How to get intersection of two slice in golang?

Is there any efficient way to get intersection of two slices in Go?
I want to avoid nested for loop like solution
slice1 := []string{"foo", "bar","hello"}
slice2 := []string{"foo", "bar"}
intersection(slice1, slice2)
=> ["foo", "bar"]
order of string does not matter
How do I get the intersection between two arrays as a new array?
Simple Intersection: Compare each element in A to each in B (O(n^2))
Hash Intersection: Put them into a hash table (O(n))
Sorted Intersection: Sort A and do an optimized intersection (O(n*log(n)))
All of which are implemented here
https://github.com/juliangruber/go-intersect
simple, generic and mutiple slices ! (Go 1.18)
Time Complexity : may be linear
func interSection[T constraints.Ordered](pS ...[]T) []T {
hash := make(map[T]*int) // value, counter
result := make([]T, 0)
for _, slice := range pS {
duplicationHash := make(map[T]bool) // duplication checking for individual slice
for _, value := range slice {
if _, isDup := duplicationHash[value]; !isDup { // is not duplicated in slice
if counter := hash[value]; counter != nil { // is found in hash counter map
if *counter++; *counter >= len(pS) { // is found in every slice
result = append(result, value)
}
} else { // not found in hash counter map
i := 1
hash[value] = &i
}
duplicationHash[value] = true
}
}
}
return result
}
func main() {
slice1 := []string{"foo", "bar", "hello"}
slice2 := []string{"foo", "bar"}
fmt.Println(interSection(slice1, slice2))
// [foo bar]
ints1 := []int{1, 2, 3, 9, 8}
ints2 := []int{10, 4, 2, 4, 8, 9} // have duplicated values
ints3 := []int{2, 4, 8, 1}
fmt.Println(interSection(ints1, ints2, ints3))
// [2 8]
}
playground : https://go.dev/play/p/lE79D0kOznZ
It's a best method for intersection two slice. Time complexity is too low.
Time Complexity : O(m+n)
m = length of first slice.
n = length of second slice.
func intersection(s1, s2 []string) (inter []string) {
hash := make(map[string]bool)
for _, e := range s1 {
hash[e] = true
}
for _, e := range s2 {
// If elements present in the hashmap then append intersection list.
if hash[e] {
inter = append(inter, e)
}
}
//Remove dups from slice.
inter = removeDups(inter)
return
}
//Remove dups from slice.
func removeDups(elements []string)(nodups []string) {
encountered := make(map[string]bool)
for _, element := range elements {
if !encountered[element] {
nodups = append(nodups, element)
encountered[element] = true
}
}
return
}
if there exists no blank in your []string, maybe you need this simple code:
func filter(src []string) (res []string) {
for _, s := range src {
newStr := strings.Join(res, " ")
if !strings.Contains(newStr, s) {
res = append(res, s)
}
}
return
}
func intersections(section1, section2 []string) (intersection []string) {
str1 := strings.Join(filter(section1), " ")

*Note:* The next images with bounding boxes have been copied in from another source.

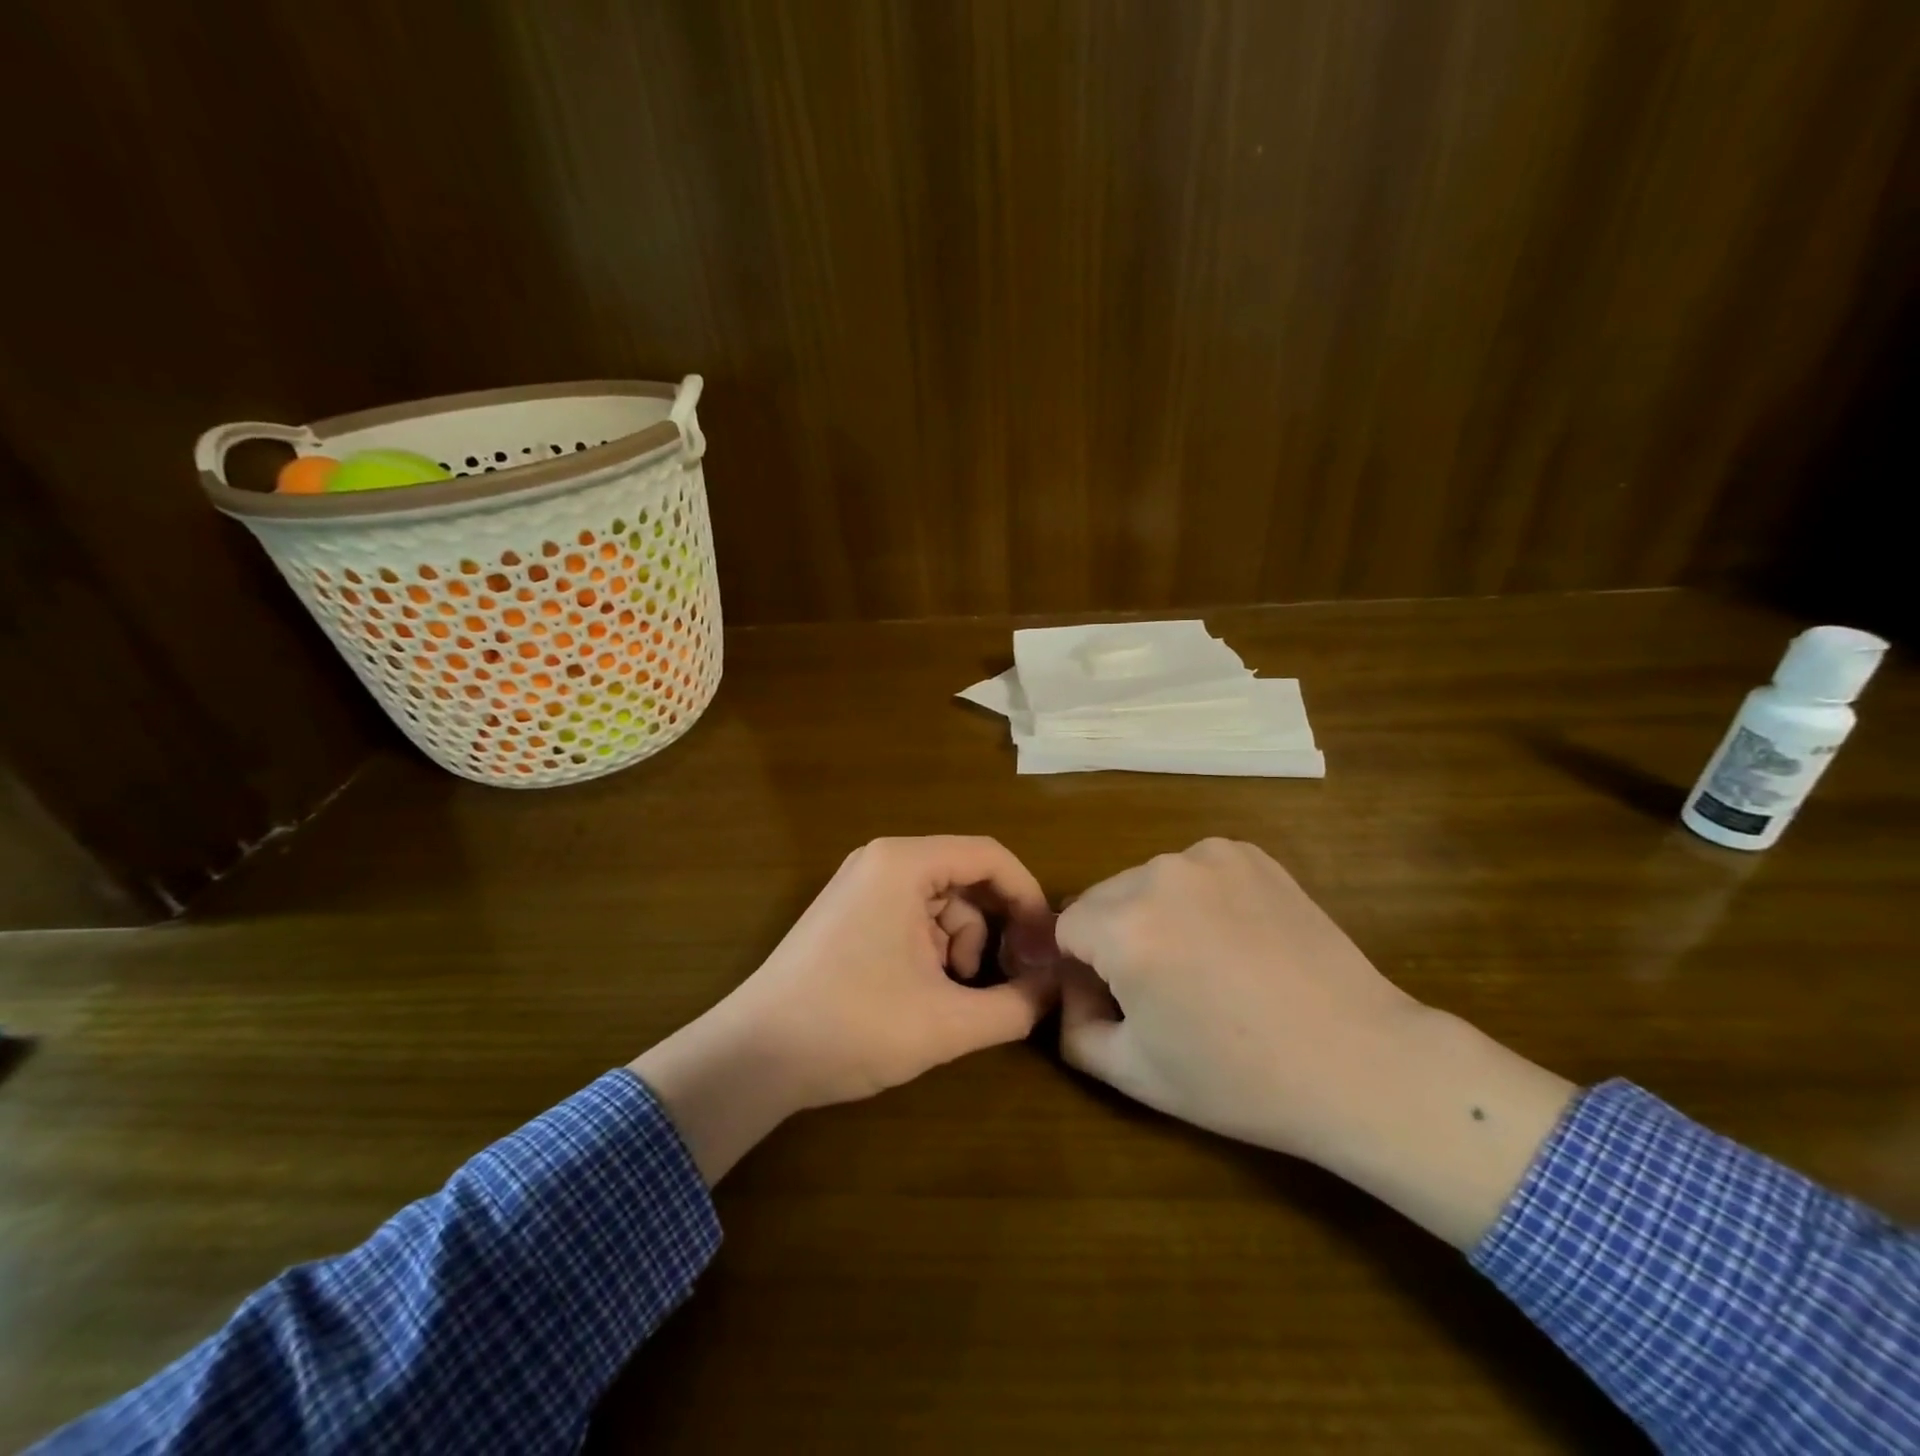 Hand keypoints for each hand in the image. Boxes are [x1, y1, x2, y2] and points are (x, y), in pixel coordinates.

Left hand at [633, 836, 1057, 1181]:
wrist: (755, 1057)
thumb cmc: (853, 1026)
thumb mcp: (947, 1023)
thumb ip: (1015, 1006)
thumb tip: (1055, 991)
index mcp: (904, 864)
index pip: (989, 856)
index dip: (1028, 896)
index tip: (1047, 944)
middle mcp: (882, 861)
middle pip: (966, 879)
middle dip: (992, 929)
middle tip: (1006, 978)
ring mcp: (861, 885)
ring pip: (941, 903)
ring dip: (959, 947)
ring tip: (948, 997)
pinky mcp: (849, 913)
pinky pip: (911, 917)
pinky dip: (931, 951)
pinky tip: (920, 993)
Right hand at [1057, 839, 1574, 1247]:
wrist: (1360, 1061)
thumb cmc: (1240, 1078)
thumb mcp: (1135, 1073)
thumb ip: (1072, 1029)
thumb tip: (1068, 990)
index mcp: (1124, 927)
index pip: (1065, 927)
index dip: (1082, 968)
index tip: (1117, 1001)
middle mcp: (1159, 873)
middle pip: (1102, 898)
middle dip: (1114, 937)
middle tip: (1162, 987)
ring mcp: (1208, 856)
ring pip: (1145, 882)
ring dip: (1153, 914)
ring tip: (1203, 963)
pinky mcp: (1248, 852)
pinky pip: (1192, 870)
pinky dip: (1196, 897)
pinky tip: (1234, 938)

for _, s := range filter(section2) {
if strings.Contains(str1, s) {
intersection = append(intersection, s)
}
}
return
}
Try it
https://go.dev/play/p/eGGcyIlZD6y
first := []string{"one", "two", "three", "four"}
second := []string{"two", "four"}
result := intersection(first, second) // or intersection(second, first)

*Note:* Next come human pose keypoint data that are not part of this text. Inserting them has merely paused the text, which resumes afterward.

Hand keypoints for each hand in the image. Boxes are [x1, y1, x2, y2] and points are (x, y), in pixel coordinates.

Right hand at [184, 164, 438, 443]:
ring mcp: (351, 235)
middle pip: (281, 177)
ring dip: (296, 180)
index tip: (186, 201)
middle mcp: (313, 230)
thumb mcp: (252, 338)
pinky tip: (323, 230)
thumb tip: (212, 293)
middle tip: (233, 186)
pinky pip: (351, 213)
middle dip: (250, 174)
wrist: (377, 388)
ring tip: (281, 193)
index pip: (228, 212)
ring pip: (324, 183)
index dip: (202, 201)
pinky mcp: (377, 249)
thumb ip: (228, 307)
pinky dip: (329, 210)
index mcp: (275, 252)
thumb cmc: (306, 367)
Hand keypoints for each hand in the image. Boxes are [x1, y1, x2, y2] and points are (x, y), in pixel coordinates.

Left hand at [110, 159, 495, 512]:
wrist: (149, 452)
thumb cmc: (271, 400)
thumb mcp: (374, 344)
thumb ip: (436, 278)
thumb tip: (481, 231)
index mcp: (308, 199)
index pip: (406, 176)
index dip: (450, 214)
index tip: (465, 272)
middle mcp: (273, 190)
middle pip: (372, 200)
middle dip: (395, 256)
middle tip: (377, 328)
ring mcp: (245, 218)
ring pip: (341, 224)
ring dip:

func intersection(first, second []string) []string {
out := []string{}
bucket := map[string]bool{}
for _, i := range first {
for _, j := range second {
if i == j && !bucket[i] {
out = append(out, i)
bucket[i] = true
}
}
}
return out
}
https://github.com/viant/toolbox/blob/a46fd679bbc5d07294b1d1b646aeacd44e2c7d50/collections.go#L869-L920
Another O(m+n) Time Complexity solution that uses a hashmap.

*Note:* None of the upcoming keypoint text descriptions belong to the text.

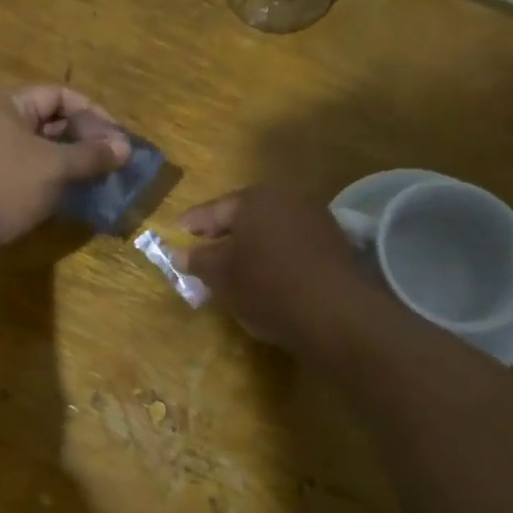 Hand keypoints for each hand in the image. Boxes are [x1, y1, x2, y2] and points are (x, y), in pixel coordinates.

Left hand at [0, 85, 129, 250]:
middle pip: (47, 121)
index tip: (118, 140)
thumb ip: (91, 155)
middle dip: (82, 140)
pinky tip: (66, 199)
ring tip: (95, 182)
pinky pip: (21, 173)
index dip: (93, 114)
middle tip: (112, 163)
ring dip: (66, 164)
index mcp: (6, 102)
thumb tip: (124, 147)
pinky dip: (46, 182)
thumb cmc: (0, 184)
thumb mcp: (53, 167)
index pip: (59, 95)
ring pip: (35, 151)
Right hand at [177, 186, 370, 346]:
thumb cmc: (266, 286)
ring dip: (252, 243)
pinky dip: (276, 253)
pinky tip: (269, 273)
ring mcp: (315, 218)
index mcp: (254, 198)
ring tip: (236, 265)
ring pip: (271, 228)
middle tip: (204, 248)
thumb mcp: (221, 276)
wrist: (334, 313)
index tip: (178, 232)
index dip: (193, 223)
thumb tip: (179, 253)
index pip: (214, 209)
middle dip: (224, 232)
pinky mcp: (335, 243)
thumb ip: (198, 260)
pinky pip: (293, 243)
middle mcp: (286, 198)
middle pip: (245, 215) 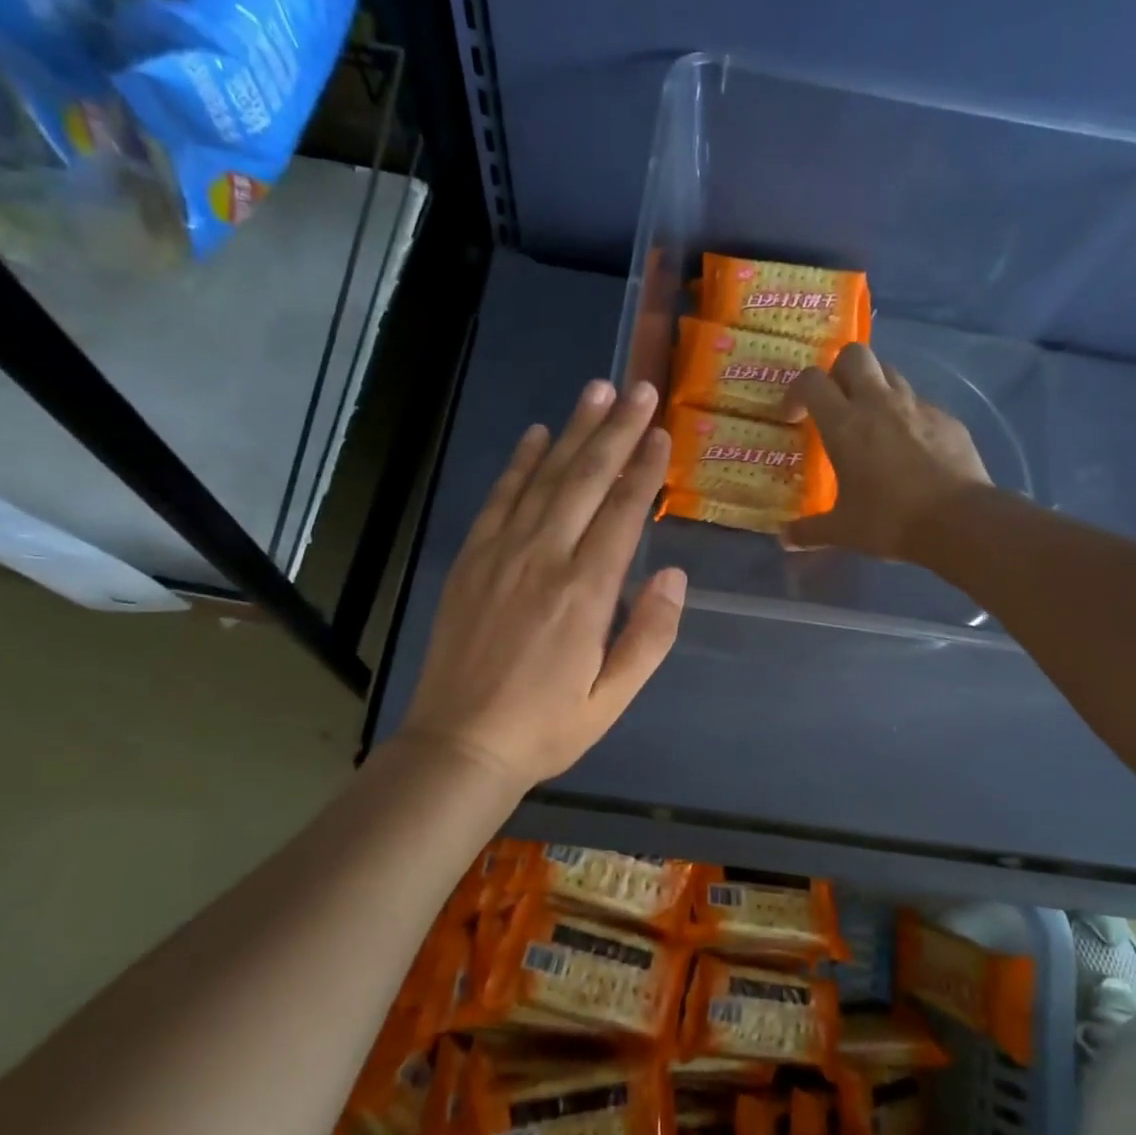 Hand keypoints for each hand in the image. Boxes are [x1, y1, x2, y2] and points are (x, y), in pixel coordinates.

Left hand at [398, 379, 684, 789]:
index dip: (645, 469)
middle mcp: (545, 558)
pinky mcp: (472, 560)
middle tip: (639, 390)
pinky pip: (499, 499)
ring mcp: (502, 554)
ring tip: (597, 391)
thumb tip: (674, 576)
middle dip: (616, 431)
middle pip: (586, 480)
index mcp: (586, 593)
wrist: (460, 744)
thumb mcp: (613, 697)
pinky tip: (535, 435)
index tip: (661, 433)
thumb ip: (649, 635)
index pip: (623, 513)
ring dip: (573, 432)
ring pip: (544, 478)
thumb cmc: (546, 727)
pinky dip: (519, 463)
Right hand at [780, 343, 991, 559]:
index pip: (811, 381)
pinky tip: (908, 448)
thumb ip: (809, 531)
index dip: (796, 392)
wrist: (958, 520)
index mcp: (845, 424)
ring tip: (870, 423)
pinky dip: (906, 416)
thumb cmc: (889, 521)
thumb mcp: (842, 531)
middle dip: (838, 371)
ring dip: (873, 388)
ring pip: (889, 373)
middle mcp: (879, 403)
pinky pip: (919, 403)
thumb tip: (783, 539)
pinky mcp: (947, 418)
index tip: (793, 417)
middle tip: (834, 404)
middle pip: (854, 355)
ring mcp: (917, 407)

It has two differences compared to the other solutions discussed here.
Passing the target slice as a parameter instead of new slice returned
Faster to use for commonly used types like string/int instead of reflection for all
Yes there are a few different ways to go about it.. Here's an example that can be optimized.
package main
import "fmt"
func intersection(a []string, b []string) (inter []string) {
// interacting on the smallest list first can potentailly be faster...but not by much, worse case is the same
low, high := a, b
if len(a) > len(b) {
low = b
high = a
}
done := false
for i, l := range low {
for j, h := range high {
// get future index values
f1 := i + 1
f2 := j + 1
if l == h {
inter = append(inter, h)
if f1 < len(low) && f2 < len(high) {
// if the future values aren't the same then that's the end of the intersection
if low[f1] != high[f2] {
done = true
}
}
// we don't want to interate on the entire list everytime, so remove the parts we already looped on will make it faster each pass
high = high[:j+copy(high[j:], high[j+1:])]
break
}
}
// nothing in the future so we are done
if done {
break
}
}
return
}
func main() {
slice1 := []string{"foo", "bar", "hello", "bar"}
slice2 := []string{"foo", "bar"}
fmt.Printf("%+v\n", intersection(slice1, slice2))
}
Now the intersection method defined above will only operate on slices of strings, like your example.. You can in theory create a definition that looks like this func intersection(a []interface, b []interface) (inter []interface), however you would be relying on reflection and type casting so that you can compare, which will add latency and make your code harder to read. It's probably easier to maintain and read to write a separate function for each type you care about.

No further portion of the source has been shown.